28

I cannot match a String containing newlines when the newline is obtained by using %n in Formatter object or String.format(). Please have a look at the following program:

public class RegExTest {

  public static void main(String[] args) {
    String input1 = String.format("Hallo\nnext line");
    String input2 = String.format("Hallo%nnext line");
    String pattern = ".*[\n\r].*";
    System.out.println(input1+": "+input1.matches(pattern));
    System.out.println(input2+": "+input2.matches(pattern));
  }

}

and its output:

Hallo
next line: true
Hallo
next line: false

What is going on here?
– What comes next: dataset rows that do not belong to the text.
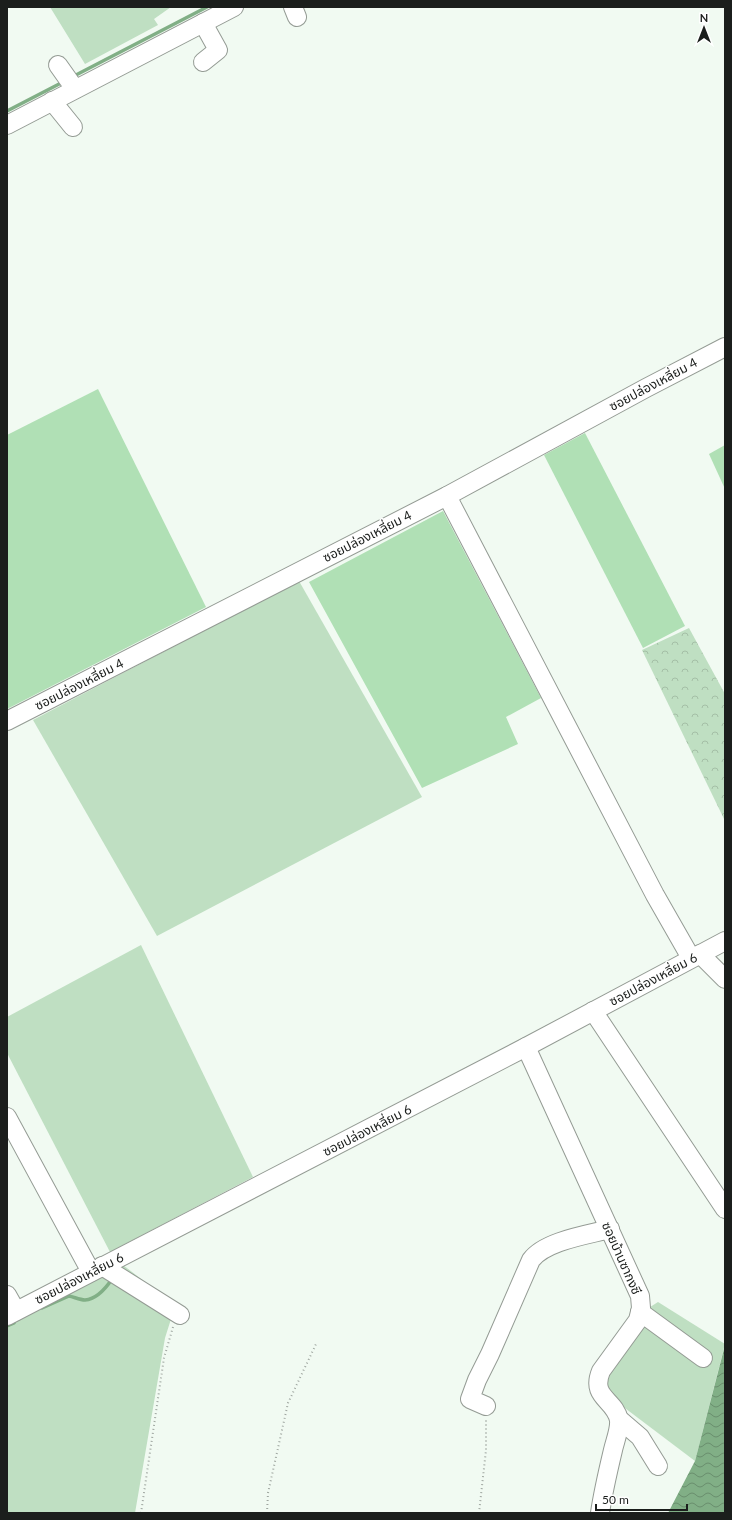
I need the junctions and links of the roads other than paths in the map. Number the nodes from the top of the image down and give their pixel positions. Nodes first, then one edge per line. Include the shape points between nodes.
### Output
1 (234, 7) edge
2 (210, 35) junction
3 (203, 62) dead end
4 (52, 101) junction
5 (7, 125) edge
6 (73, 127) dead end
7 (725, 347) edge
8 (447, 496) junction
9 (7, 721) edge
10 (725, 940) edge
11 (696, 956) junction
12 (725, 979) edge
13 (593, 1011) junction
14 (526, 1047) junction
15 (7, 1117) edge
16 (725, 1209) edge
17 (610, 1229) junction
18 (97, 1269) junction
19 (7, 1295) edge
20 (640, 1312) junction
21 (177, 1313) road end
22 (12, 1314) edge
23 (703, 1358) dead end
24 (486, 1406) road end
25 (619, 1419) junction
26 (658, 1466) dead end
27 (600, 1513) edge

1 - 2 street
2 - 3 street via 218,50
2 - 4 street via 68,79
4 - 5 street
4 - 6 street
7 - 8 street, ซอยปล่องเหลี่ยม 4
8 - 9 street, ซอยปล่องเหลี่ยม 4
8 - 11 street via 655,895
10 - 11 street, ซอยปล่องเหลี่ยม 6
11 - 12 street
11 - 13 street, ซอยปล่องเหลี่ยม 6
13 - 14 street, ซอยปล่องเหลี่ยม 6
13 - 16 street
14 - 17 street, ซอยบ้านซากงซี
14 - 18 street, ซอยปล่องเหลี่ยม 6
15 - 18 street
17 - 20 street, ซอยบ้านซากงซี via 640,1296
17 - 24 street via 562,1242 536,1254 470,1399
18 - 21 street
18 - 22 street, ซอยปล่องเหลี่ยม 6
19 - 22 street
20 - 23 street
20 - 25 street, ซอยบ้านซากงซี via 638,1320 599,1377 600,1394
25 - 26 street, ซอยบ้านซากงซี via 640,1437
25 - 27 street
Why doesn't the second string match?

Java version is 1.6.0_21.

Kalle Richter
  • 8,008
  • 26
  • 77
  • 177
Axel
  • 13,939
  • 5
  • 50
  • 79

2 Answers2

69

You can set the Pattern.DOTALL flag to make . match newlines, as default it doesn't. It is done with the (?s) notation. So, this regex does what you want:

    String pattern = "(?s).*[\n\r].*";
Keppil
  • 45,603
  • 8
  • 97
  • 119
  • Then why does the first one match (I'm on windows)? – Axel Jul 25 '12 at 07:04
  • 1
    Also, you might want to switch the `[\r\n]` part to `\r?\n` to be able to match both `\n` and `\r\n`. – Keppil Jul 25 '12 at 07:05
  • 3
    Just found out. On windows, lineend is `\r\n`. The `\n` in `input1` is not considered a line end and so the regex matches. – Axel Jul 25 '12 at 07:08
  • Thank you, but in this case it is not needed. I'm matching to find out whether field quoting is necessary while creating a csv file, and so it is sufficient to know if any of these characters are conained in the string. – Axel Jul 25 '12 at 07:11
  • The second one using `"(?m).*[\n\r].*"` doesn't work either, but `"(?s).*[\n\r].*"` does. Please update your answer so that I can accept it. – Axel Jul 25 '12 at 07:15
  • First one should be "(?s).*[\n\r].*", second one doesn't work. If you update the first and remove the second, I will accept. – Axel Jul 26 '12 at 05:45
  • @Alex: Sorry for all the different answers, I had troubles understanding exactly what you were trying to achieve. – Keppil Jul 26 '12 at 06:56
  • I don't get this answer, why not just `"(?s).*"` or `"(?s).*\\R.*"` if you want there to be at least one new line? – Maarten Bodewes Nov 13 '18 at 19:07
  • @Axel if you're writing CSV output, you should be aware that it requires `\r\n` row terminators, regardless of the platform's line ending. – OrangeDog May 28 '20 at 16:11
  • The current regex is overly verbose, and adding the `(?s)` doesn't truly "fix" the problem. The question is worded very narrowly and the actual use-case (if you read the comments) is even more narrow. So this works for this particular use-case but this answer doesn't actually explain why. There are much better ways to (a) write a regular expression to solve the original problem, (b) use regular expressions in general to solve this problem, and (c) solve the problem _without_ regular expressions. – Christopher Schultz May 20 '22 at 18:59
22

On Windows, in Java, \n is LF, \r is CR and %n is CRLF. Your pattern does not match the latter.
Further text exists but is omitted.